“You’re from Little Richmond, aren’t you?” he said.
“Yes,” said Laura James, “do you know any one from there?”
“Yes,” said he,
“I know John Bynum and a boy named Ficklen.
They’re from Little Richmond, aren’t they?”
“Oh, Dave Ficklen!
Do you know him?
Yes.
They both go to Pulpit Hill.
Do you go there?”
“Yes,” he said, “that’s where I knew them.”
“Do you know the two Barlow boys?
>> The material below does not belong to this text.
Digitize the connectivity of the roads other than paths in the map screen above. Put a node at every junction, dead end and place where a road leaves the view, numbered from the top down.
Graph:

They’re Sigma Nus,” said Laura James.
He had seen them.
They were great swells, football men.
“Yes, I know them,” he said,
“Roy Barlow and Jack Barlow.”
“Do you know ‘Snooks’ Warren?
He’s a Kappa Sig.”
“Yes.
They call them Keg Squeezers,” said Eugene.
“What fraternity are you?” said Laura James.
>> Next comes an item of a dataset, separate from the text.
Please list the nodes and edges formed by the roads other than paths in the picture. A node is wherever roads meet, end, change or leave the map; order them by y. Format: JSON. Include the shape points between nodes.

“I’m not any,” he said painfully.
“I was just a Freshman this year.”
“Some of the best friends I have never joined fraternities,” said Laura James.
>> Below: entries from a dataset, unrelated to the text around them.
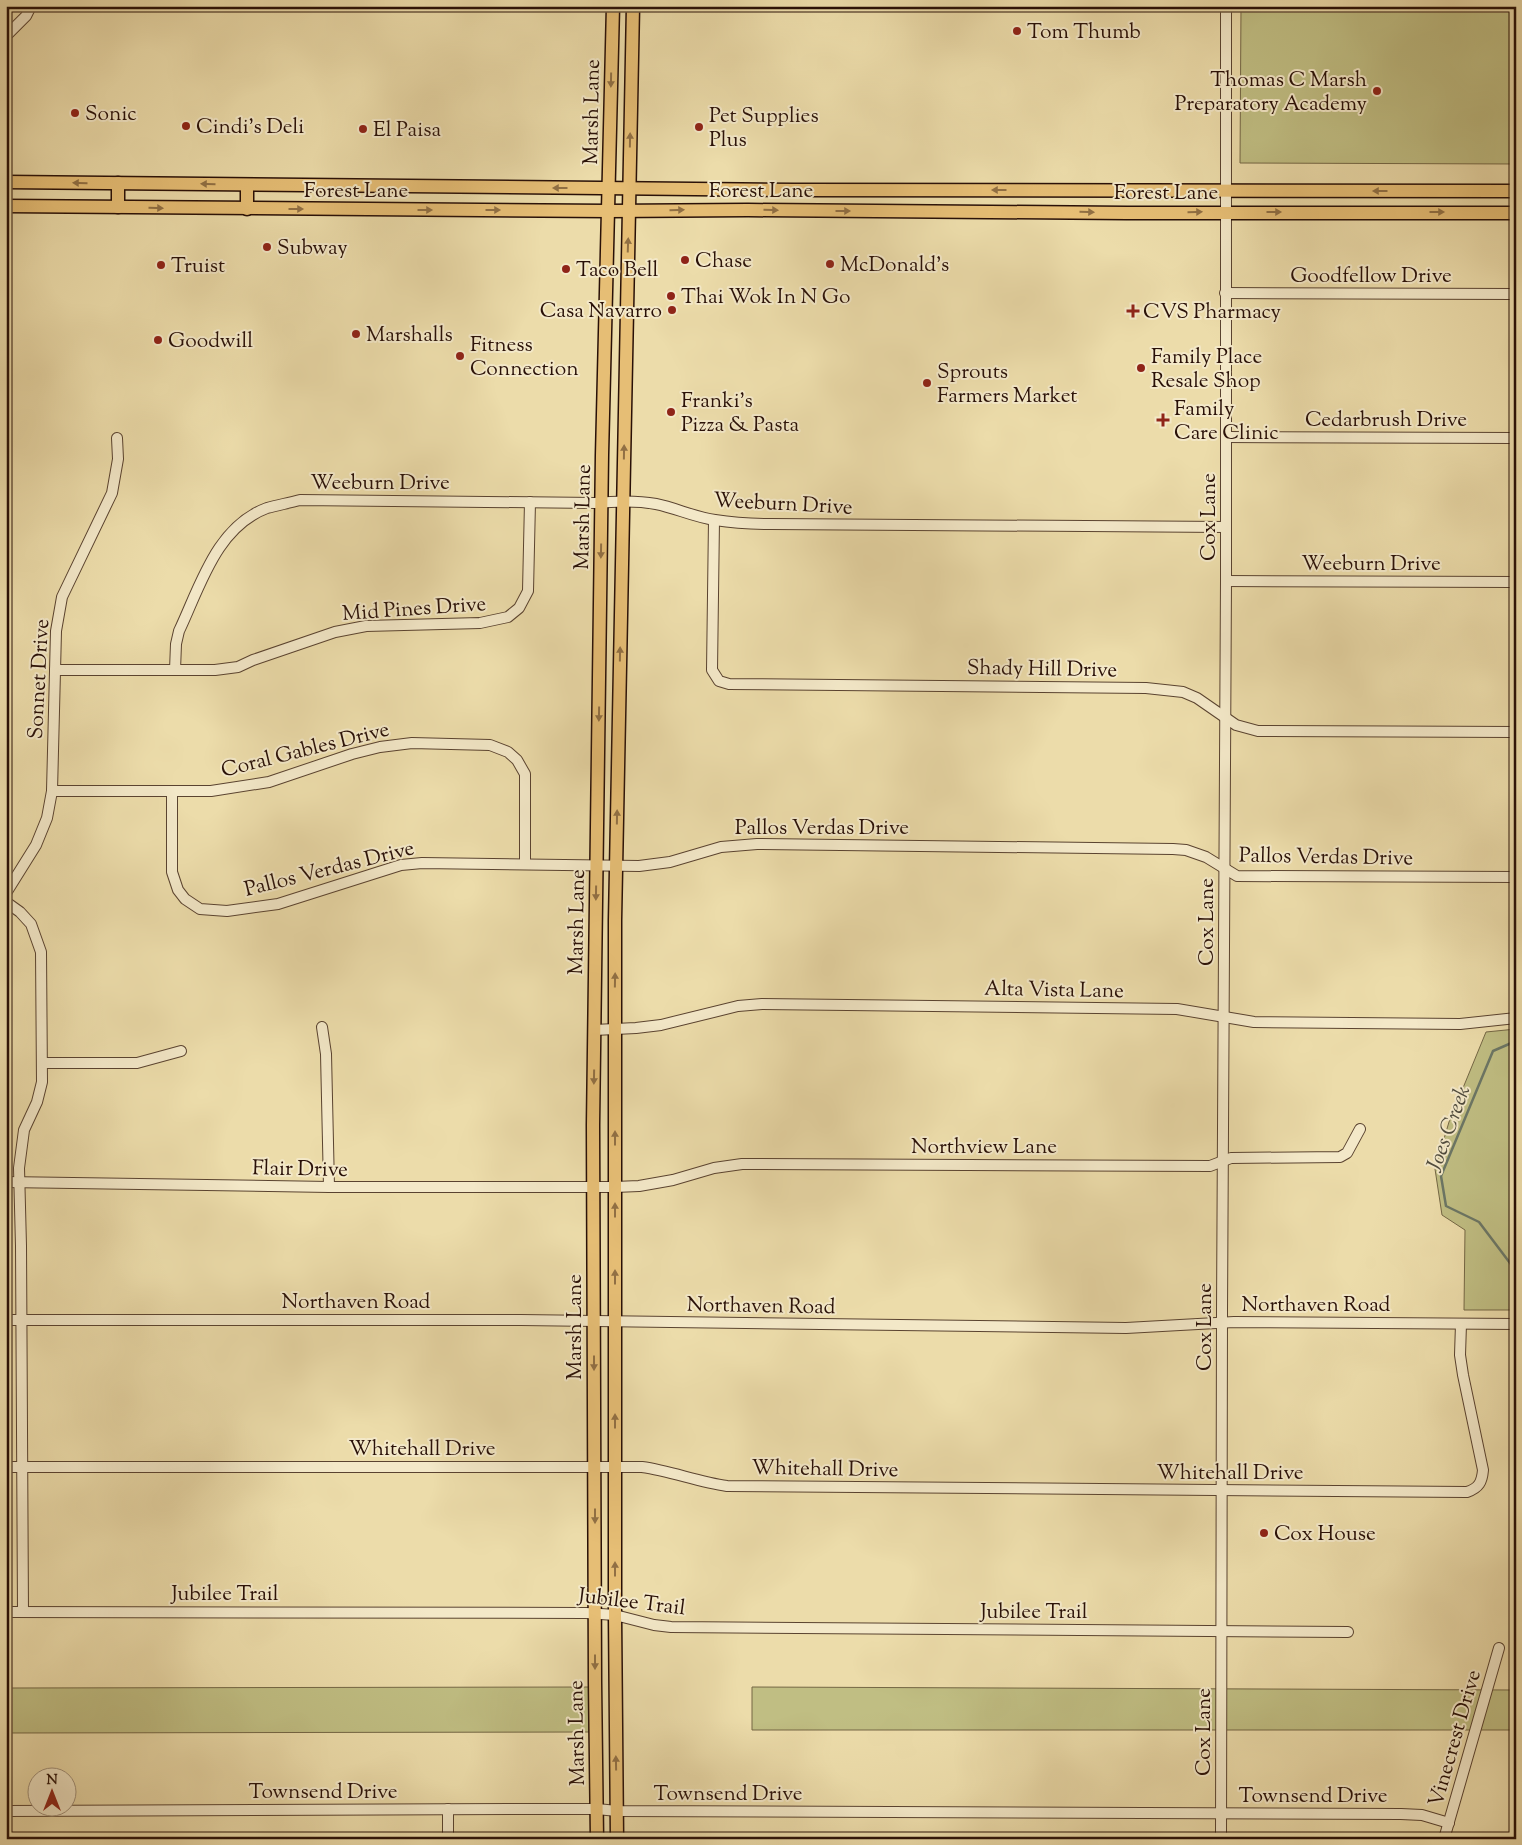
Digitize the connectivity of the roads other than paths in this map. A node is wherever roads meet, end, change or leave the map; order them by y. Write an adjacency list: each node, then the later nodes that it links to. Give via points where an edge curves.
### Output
1 (31, 6): 7 (street, via 26,16)
2 (613, 6): 5 (main road, Marsh Lane)
3 (633, 6): 6 (main road, Marsh Lane)
4 (1226, 6): 16 (street, Cox Lane)
5 (612, 31): 6 (main road); 12 (main road, Marsh Lane, one-way to 12)
6 (632, 31): 13 (main road, Marsh Lane, one-way to 6)
7 (6, 36)
8 (6, 182): 9 (main road, Forest Lane, one-way to 8)
9 (118, 183): 10 (main road, Forest Lane, one-way to 9); 19 (main road)
10 (247, 185): 11 (main road, Forest Lane); 20 (main road)
11 (447, 187): 12 (main road, Forest Lane, one-way to 11); 21 (main road)
12 (609, 189): 13 (main road, Forest Lane); 23 (main road, Marsh Lane)
13 (629, 189): 14 (main road, Forest Lane); 24 (main road, Marsh Lane)
14 (794, 190): 15 (main road, Forest Lane, one-way to 14); 22 (main road)
15 (1048, 190): 16 (main road, Forest Lane); 25 (main road)
16 (1226, 191): 17 (main road, Forest Lane, one-way to 16); 26 (street, Cox Lane)
17 (1516, 191)
18 (6, 206): 19 (main road, Forest Lane)
19 (118, 207): 20 (main road, Forest Lane, one-way to 20)
20 (247, 209): 21 (main road, Forest Lane, one-way to 21)
21 (446, 210): 23 (main road, Forest Lane, one-way to 23)
22 (794, 210): 24 (main road, Forest Lane, one-way to 22); 25 (main road, Forest Lane, one-way to 25)
23 (609, 211): 24 (main road, Forest Lane); 31 (main road, Marsh Lane)
24 (629, 211): 30 (main road, Marsh Lane, one-way to 24)
25 (1047, 212): 26 (main road, Forest Lane, one-way to 26)
26 (1226, 212): 27 (main road, Forest Lane, one-way to 27); 28 (street, Cox Lane)
27 (1516, 213)
28 (1225, 293): 29 (street, Goodfellow Drive); 32 (street, Cox Lane)
29 (1516, 294)
30 (625, 350): 31 (main road); 35 (main road, Marsh Lane, one-way to 30)
31 (606, 352): 37 (main road, Marsh Lane)
32 (1226, 437): 34 (street, Cedarbrush Drive); 39 (street, Cox Lane)
33 (117, 438): 42 (street, Sonnet Drive, via 118,459 112,493 62,597 56,631)
34 (1516, 438)
35 (623, 500): 37 (street, Weeburn Drive); 38 (street, Weeburn Drive, via 658,504); 50 (main road, Marsh Lane, one-way to 35)
36 (530, 502): 37 (street, Weeburn Drive); 43 (street, Weeburn Drive, via 300,500 265,509 226,537 216,554 179,631); 43 (street, Mid Pines Drive, via 528,591 519,608 508,617 480,623 366,626 335,632 238,667)
37 (602, 502): 49 (main road, Marsh Lane, one-way to 49)
38 (714, 520): 39 (street, Weeburn Drive, via 772,524); 44 (street, Shady Hill Drive, via 712,670 719,681 729,684 1146,688 1183,692)
39 (1226, 528): 40 (street, Cox Lane)
40 (1226, 581): 41 (street, Weeburn Drive); 44 (street, Cox Lane)
41 (1516, 582)
42 (55, 670): 43 (street, Mid Pines Drive); 46 (street, Sonnet Drive)
43 (175, 670)
44 (1226, 717): 45 (street, Shady Hill Drive, via 1243,728 1258,731); 51 (street, Cox Lane)
45 (1516, 732)
46 (52, 791): 47 (street, Coral Gables Drive); 53 (street, Sonnet Drive, via 47,818 36,845)
47 (172, 791): 48 (street, Pallos Verdas Drive, via 172,872 178,890 200,909 227,911 278,904 401,865); 48 (street, Coral Gables Drive, via 212,791 269,782 380,747 412,743 490,744 508,752 517,760 524,774)
48 (524, 864): 49 (street, Pallos Verdas Drive)
49 (596, 865): 50 (street, Pallos Verdas Drive); 59 (main road, Marsh Lane, one-way to 59)
50 (616, 866): 51 (street, Pallos Verdas Drive, via 670,862 721,848 757,844 1173,849 1206,857); 58 (main road, Marsh Lane, one-way to 50)
51 (1225, 868): 52 (street, Pallos Verdas Drive, via 1236,876); 55 (street, Cox Lane)
52 (1516, 877)
53 (6, 893)
54 (6, 902): 61 (street, via 31,924 41,952)
55 (1224, 1017): 56 (street, Alta Vista Lane, via 1254,1022 1460,1024); 58 (street, Alta Vista Lane, via 1177,1009 762,1004 729,1008 661,1025); 63 (street, Cox Lane)
56 (1516, 1018)
57 (322, 1027): 67 (street, via 326,1054)
58 (614, 1029): 59 (street, Alta Vista Lane); 68 (main road, Marsh Lane, one-way to 58)
59 (594, 1030): 66 (main road, Marsh Lane, one-way to 66)
60 (181, 1050): 61 (street, via 137,1063)
61 (43, 1063): 65 (street, via 42,1082 24,1130)
62 (1360, 1129): 63 (street, Northview Lane, via 1347,1153 1340,1157 1231,1158)
63 (1224, 1161): 68 (street, Northview Lane, via 1210,1166 742,1164 640,1186); 73 (street, Cox Lane)
64 (6, 1182): 65 (street, Flair Drive)
65 (19, 1182): 67 (street, Flair Drive); 70 (street)
66 (593, 1186): 67 (street, Flair Drive); 68 (street, Northview Lane); 71 (main road, Marsh Lane)
67 (329, 1187)
68 (615, 1187): 72 (main road, Marsh Lane, one-way to 68)
69 (6, 1320): 70 (street, Northaven Road)
70 (22, 1320): 71 (street, Northaven Road); 77 (street)
71 (594, 1321): 72 (street, Northaven Road); 78 (main road, Marsh Lane, one-way to 78)
72 (615, 1321): 73 (street, Northaven Road, via 1126,1328); 79 (main road, Marsh Lane, one-way to 72)
73 (1222, 1323): 74 (street, Northaven Road); 80 (street, Cox Lane)
74 (1461, 1324): 75 (street, Northaven Road); 80 (street, Whitehall Drive, via 1463,1375 1483,1470 1482,1480 1474,1490)
75 (1516, 1324)
76 (6, 1467): 77 (street, Whitehall Drive)
77 (22, 1467): 78 (street, Whitehall Drive); 82 (street)
78 (594, 1467): 79 (street, Whitehall Drive); 83 (main road, Marsh Lane, one-way to 83)
79 (615, 1467): 80 (street, Whitehall Drive, via 659,1469 727,1486); 84 (main road, Marsh Lane, one-way to 79)
80 (1223, 1490): 85 (street, Cox Lane)
81 (6, 1612): 82 (street, Jubilee Trail)
82 (24, 1612): 83 (street, Jubilee Trail)
83 (595, 1613): 84 (street, Jubilee Trail); 89 (main road, Marsh Lane, one-way to 89)
84 (615, 1615): 85 (street, Jubilee Trail, via 671,1627); 91 (main road, Marsh Lane, one-way to 84)
85 (1222, 1631): 86 (street, Jubilee Trail); 92 (street, Cox Lane)
86 (1348, 1632)
87 (1499, 1648): 93 (street, Vinecrest Drive)
88 (448, 1809): 89 (street, Townsend Drive); 90 (street, Townsend Drive); 94 (street)
89 (597, 1810): 91 (street, Townsend Drive); 95 (main road, Marsh Lane)
90 (6, 1811)
91 (617, 1812): 92 (street, Townsend Drive); 96 (main road, Marsh Lane)
92 (1222, 1814): 93 (street, Townsend Drive, via 1402,1814); 97 (street, Cox Lane)
93 (1449, 1823): 98 (street, Vinecrest Drive)
94 (448, 1839)
95 (597, 1839)
96 (617, 1839)
97 (1222, 1839)
98 (1444, 1839)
They met more and more frequently, without arrangement, until by silent consent they met every night upon the porch.
Sometimes they walked along the cool dark streets.
Sometimes he squired her clumsily through the town, to the movies, and later, with the uneasy pugnacity of youth, past the loafing cluster at Wood’s.
Often he took her to Woodson Street, where Helen secured for him the cool privacy of the veranda.
She was very fond of Laura James.
“She’s a nice girl.
A lovely girl.
I like her.
She’s not going to take any beauty prizes, is she?”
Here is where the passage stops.